Our goal that summer was to replace all the paid software at the company, apart from operating systems, and Microsoft Office. It was cheaper to pay me by the hour, after all, than ongoing license costs for the alternative ERP systems everyone hated. By February 2003, we had fully transitioned to our own makeshift LAMP stack with 7 sub-systems. While I still run some occasional maintenance, the system has been stable for years requiring no oversight. I feel lucky for the chance to build it, but remain constantly paranoid about it's up-time, security, and potential for catastrophic failure.

App Stats:

- 2 developers (me & my Dad)

- Running on a single m3.xlarge instance in AWS (with a failover), after it ran on-prem for a decade

- 19GB used on disk (code, DB, and jobs)

- 15 cron jobs

-  2,543 PHP files

- 3.5 million lines of PHP (find . -name '*.php' -print0 | wc -w --files0-from=-)

- 1.9GB MySQL storage (du -sh /var/lib/mysql)

- 9 MySQL DBs, largest table has 1.5M rows - not that big!

- 23 active users this week (cat access_log* | grep "/login*" | awk '{print $1}' | sort | uniq | wc -l)


Lessons Learned

- Worse is better. The app feels like a giant hack and always has. But its beautiful in its own insane way. It grew as needed and that was better than something built really well launched in big version releases. I cut my teeth on it and am grateful to the poor users who were forced to put up with my bugs -- I know now how much of a privilege that was.

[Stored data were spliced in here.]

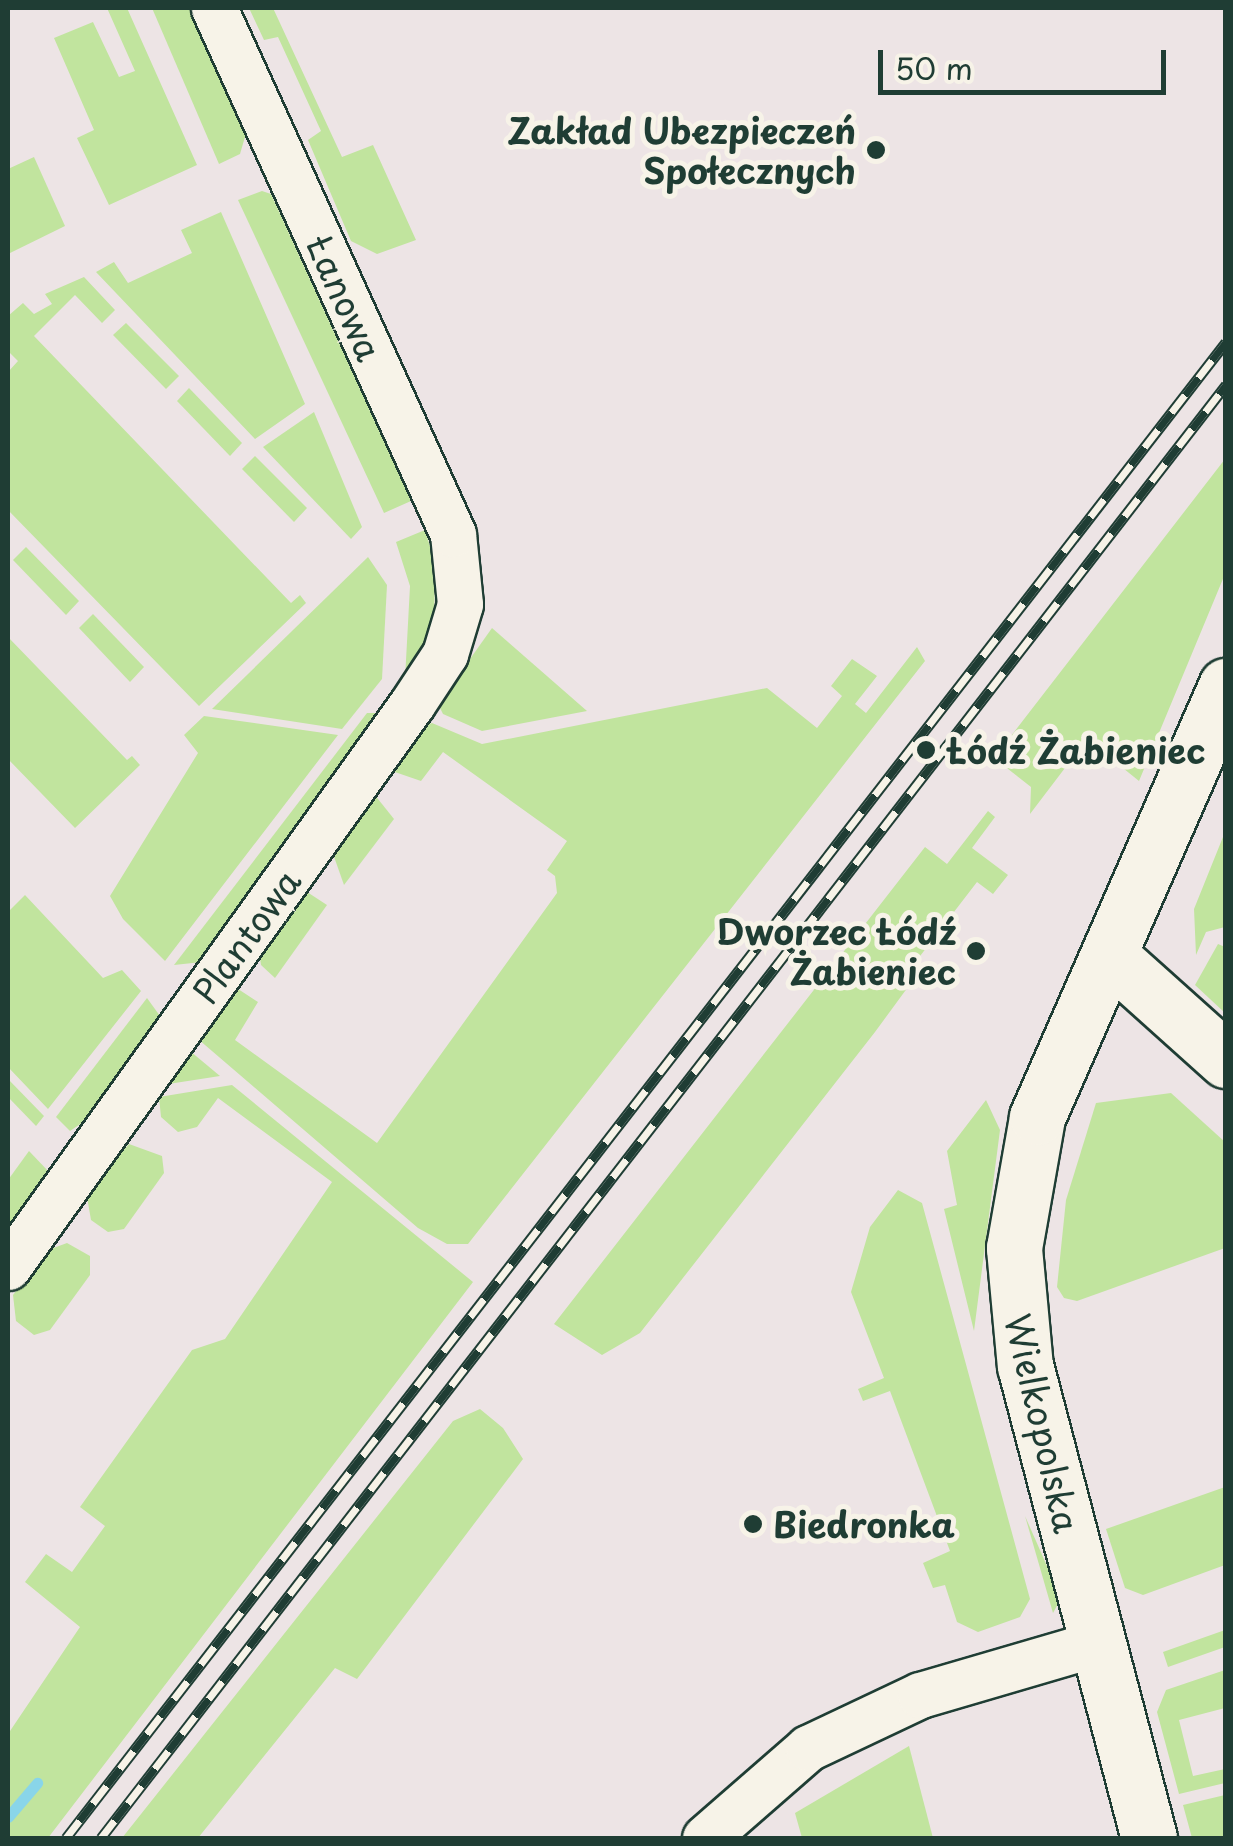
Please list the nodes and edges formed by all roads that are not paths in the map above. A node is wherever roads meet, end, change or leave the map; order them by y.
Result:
1 (214, 8) edge
2 (461, 593) joint
3 (1226, 686) edge
4 (1110, 956) junction
5 (1226, 1060) edge
6 (8, 1267) edge
7 (1098, 1643) junction
8 (706, 1838) edge
9 (1150, 1838) edge

1 - 2 street, Łanowa
2 - 6 street, Plantowa
3 - 4 street, Wielkopolska
4 - 5 street
4 - 7 street, Wielkopolska
7 - 8 street
7 - 9 street, Wielkopolska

- No libraries, just global functions. This is bad advice, but it's served me well as a lone developer over the years. I have a single globals.php script that every application in the system uses, and for the main sub-system (called "Distribution Master") I have a single functions.php script. Only the navigation elements are shared.

- Create single purpose features. Whenever a new feature was requested, I would create a new PHP script. A few pages -- like the Invoicing routine -- I would version & keep multiple copies around. This makes finding anything in the system very easy. Whenever something would break & I would ask the user to report it -- they could give me a URL and I'd instantly know which file to go and fix.

- Use cron and stop worrying. It took me a few years to realize this, but time-based automation is easy to grok, easy to debug, and easy to explain to others. More complex triggering automation based on events sounds better, but crontab -l is a godsend when I've forgotten how everything works in the background system routines. I don't even bother with daemons anymore.

- Test in production. Heck I've edited code live on the production server a few times. The production deployment is tied to our Git repo so I can pull and push from our main branch. I know, it's insane and kind of stupid! But I didn't have time to properly test in another environment and then deploy. Since it's just been me -- I know how to manage risks of breaking something, undoing it. Plus having single-purpose-pages means I can create a copy of a script, test it in prod, and relink when it's working.


Final Thoughts

The system never became the foundation of a startup (which we dreamed of at one point). We may have missed an opportunity. However, it was the bread & butter of a business that put food on the table for dozens of people for decades. If you want to fast, go alone; if you want to go far, go together. The system won't make it another 20 years, but it surprises me how simple, "hacky", not-following-the-trends gave me opportunity and worked so well for years.